(Collected data)
'''

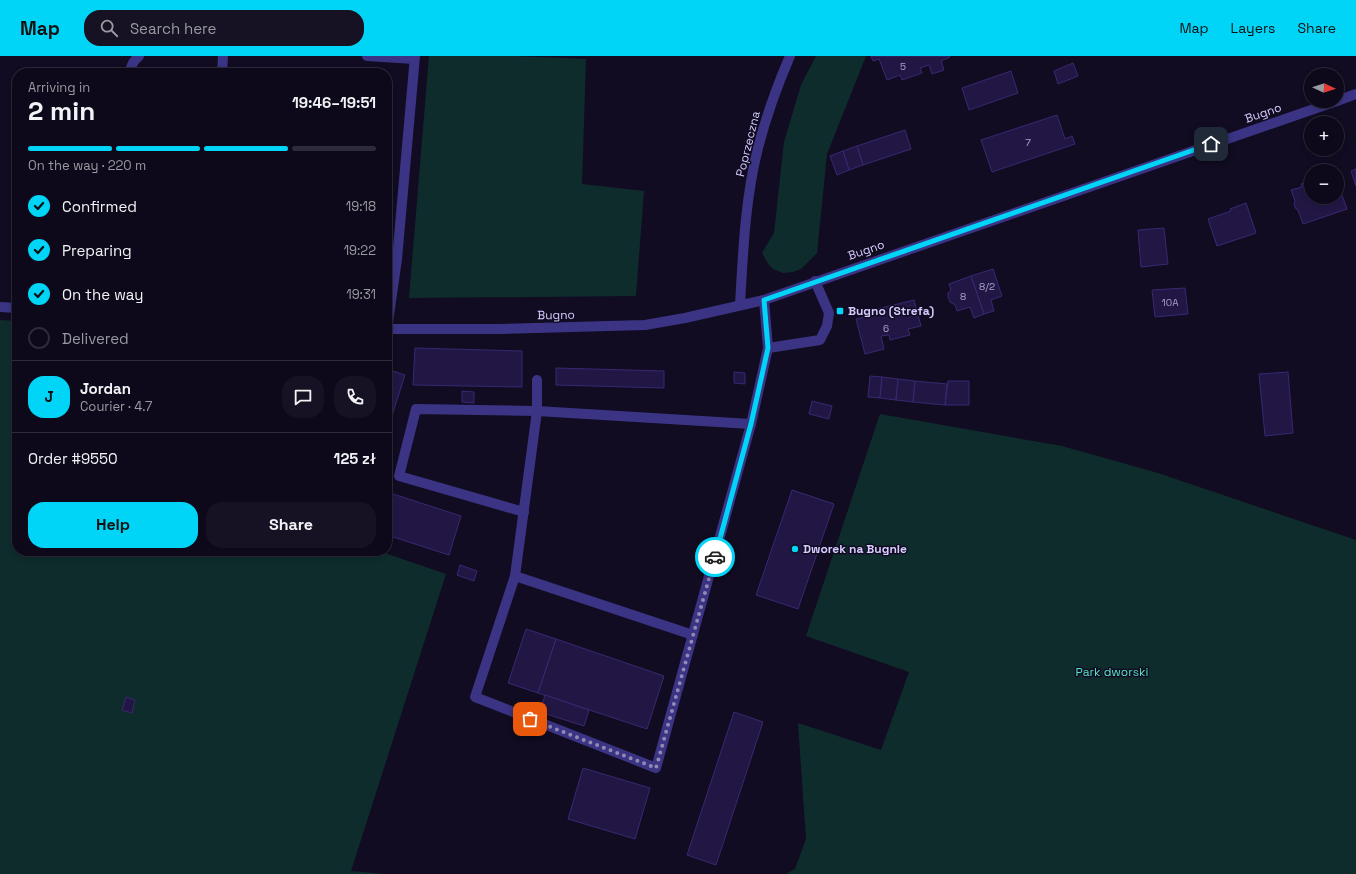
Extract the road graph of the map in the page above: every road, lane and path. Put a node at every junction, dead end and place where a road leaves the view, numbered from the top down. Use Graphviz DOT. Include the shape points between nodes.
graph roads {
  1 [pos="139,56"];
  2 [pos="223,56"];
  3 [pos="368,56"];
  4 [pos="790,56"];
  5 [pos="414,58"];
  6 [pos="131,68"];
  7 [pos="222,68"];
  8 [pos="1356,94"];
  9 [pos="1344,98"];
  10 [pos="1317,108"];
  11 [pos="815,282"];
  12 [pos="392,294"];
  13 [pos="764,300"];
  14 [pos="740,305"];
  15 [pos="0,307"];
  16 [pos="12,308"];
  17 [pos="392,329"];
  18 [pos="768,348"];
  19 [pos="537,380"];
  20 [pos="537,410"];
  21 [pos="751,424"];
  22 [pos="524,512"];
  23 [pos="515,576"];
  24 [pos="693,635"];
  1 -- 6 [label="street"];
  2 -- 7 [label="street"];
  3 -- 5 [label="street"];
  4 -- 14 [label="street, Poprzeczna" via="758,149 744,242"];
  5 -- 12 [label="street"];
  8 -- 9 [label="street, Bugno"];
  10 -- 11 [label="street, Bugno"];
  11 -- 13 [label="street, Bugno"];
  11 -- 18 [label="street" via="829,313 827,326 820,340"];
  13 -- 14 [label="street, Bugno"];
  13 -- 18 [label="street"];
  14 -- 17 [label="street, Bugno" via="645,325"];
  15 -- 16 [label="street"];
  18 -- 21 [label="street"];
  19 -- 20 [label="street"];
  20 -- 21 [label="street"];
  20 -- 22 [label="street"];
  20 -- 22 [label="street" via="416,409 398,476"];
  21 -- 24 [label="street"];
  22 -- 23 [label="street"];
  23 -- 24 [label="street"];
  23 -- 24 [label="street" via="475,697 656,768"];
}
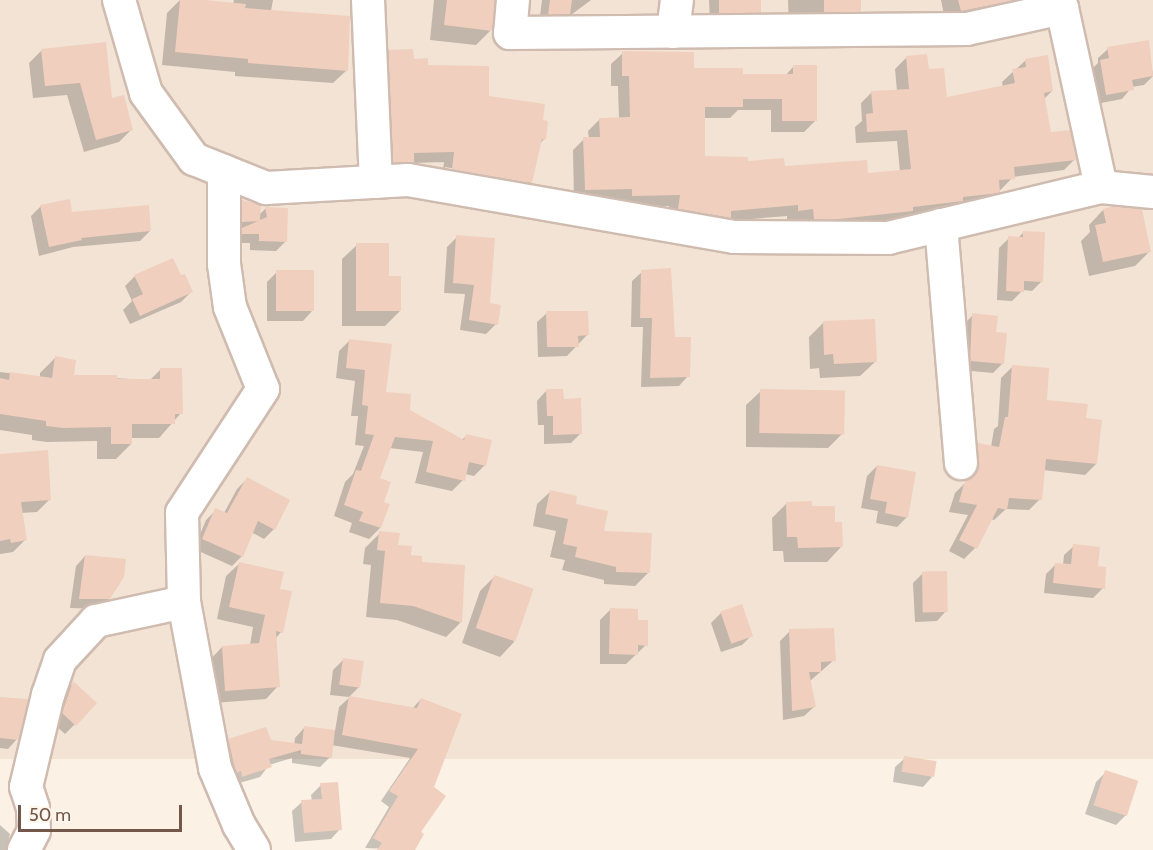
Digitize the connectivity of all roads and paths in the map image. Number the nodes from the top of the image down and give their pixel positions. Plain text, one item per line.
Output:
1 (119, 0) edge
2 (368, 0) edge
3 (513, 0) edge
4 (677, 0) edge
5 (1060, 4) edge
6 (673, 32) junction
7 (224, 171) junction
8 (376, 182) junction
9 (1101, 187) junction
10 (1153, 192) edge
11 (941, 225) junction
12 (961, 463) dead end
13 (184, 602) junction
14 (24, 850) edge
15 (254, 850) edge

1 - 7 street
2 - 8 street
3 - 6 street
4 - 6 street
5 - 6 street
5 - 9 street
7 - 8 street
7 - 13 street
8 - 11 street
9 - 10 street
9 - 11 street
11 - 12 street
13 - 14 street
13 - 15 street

'''

▶ [What needs to be done] Text only, no pictures: copy every entry exactly.

▶ [Exercise response]
Extract the road graph of the map in the page above: every road, lane and path. Put a node at every junction, dead end and place where a road leaves the view, numbered from the top down. Use Graphviz DOT. Include the shape points between nodes.
graph roads {
  1 [pos="139,56"];
  2 [pos="223,56"];
  3 [pos="368,56"];
  4 [pos="790,56"];
  5 [pos="414,58"];
  6 [pos="131,68"];
  7 [pos="222,68"];
  8 [pos="1356,94"];
  9 [pos="1344,98"];
  10 [pos="1317,108"];
  11 [pos="815,282"];
  12 [pos="392,294"];
  13 [pos="764,300"];
  14 [pos="740,305"];
  15 [pos="0,307"];
  16 [pos="12,308"];
  17 [pos="392,329"];
  18 [pos="768,348"];
  19 [pos="537,380"];
  20 [pos="537,410"];
  21 [pos="751,424"];
  22 [pos="524,512"];
  23 [pos="515,576"];
  24 [pos="693,635"];
  1 -- 6 [label="street"];
  2 -- 7 [label="street"];
  3 -- 5 [label="street"];
  4 -- 14 [label="street, Poprzeczna" via="758,149 744,242"];
  5 -- 12 [label="street"];
  8 -- 9 [label="street, Bugno"];
  10 -- 11 [label="street, Bugno"];
  11 -- 13 [label="street, Bugno"];
  11 -- 18 [label="street" via="829,313 827,326 820,340"];
  13 -- 14 [label="street, Bugno"];
  13 -- 18 [label="street"];
  14 -- 17 [label="street, Bugno" via="645,325"];
  15 -- 16 [label="street"];
  18 -- 21 [label="street"];
  19 -- 20 [label="street"];
  20 -- 21 [label="street"];
  20 -- 22 [label="street"];
  20 -- 22 [label="street" via="416,409 398,476"];
  21 -- 24 [label="street"];
  22 -- 23 [label="street"];
  23 -- 24 [label="street"];
  23 -- 24 [label="street" via="475,697 656,768"];
}
Digitize the connectivity of all roads and paths in the map image. Number the nodes from the top of the image down and give their pixel positions. Plain text, one item per line.
Output:
1 (119, 0) edge
2 (368, 0) edge
3 (513, 0) edge
4 (677, 0) edge
5 (1060, 4) edge
6 (673, 32) junction
7 (224, 171) junction
8 (376, 182) junction
9 (1101, 187) junction
10 (1153, 192) edge
11 (941, 225) junction
12 (961, 463) dead end
13 (184, 602) junction
14 (24, 850) edge
15 (254, 850) edge

1 - 7 street
2 - 8 street
3 - 6 street
4 - 6 street
5 - 6 street
5 - 9 street
7 - 8 street
7 - 13 street
8 - 11 street
9 - 10 street
9 - 11 street
11 - 12 street
13 - 14 street
13 - 15 street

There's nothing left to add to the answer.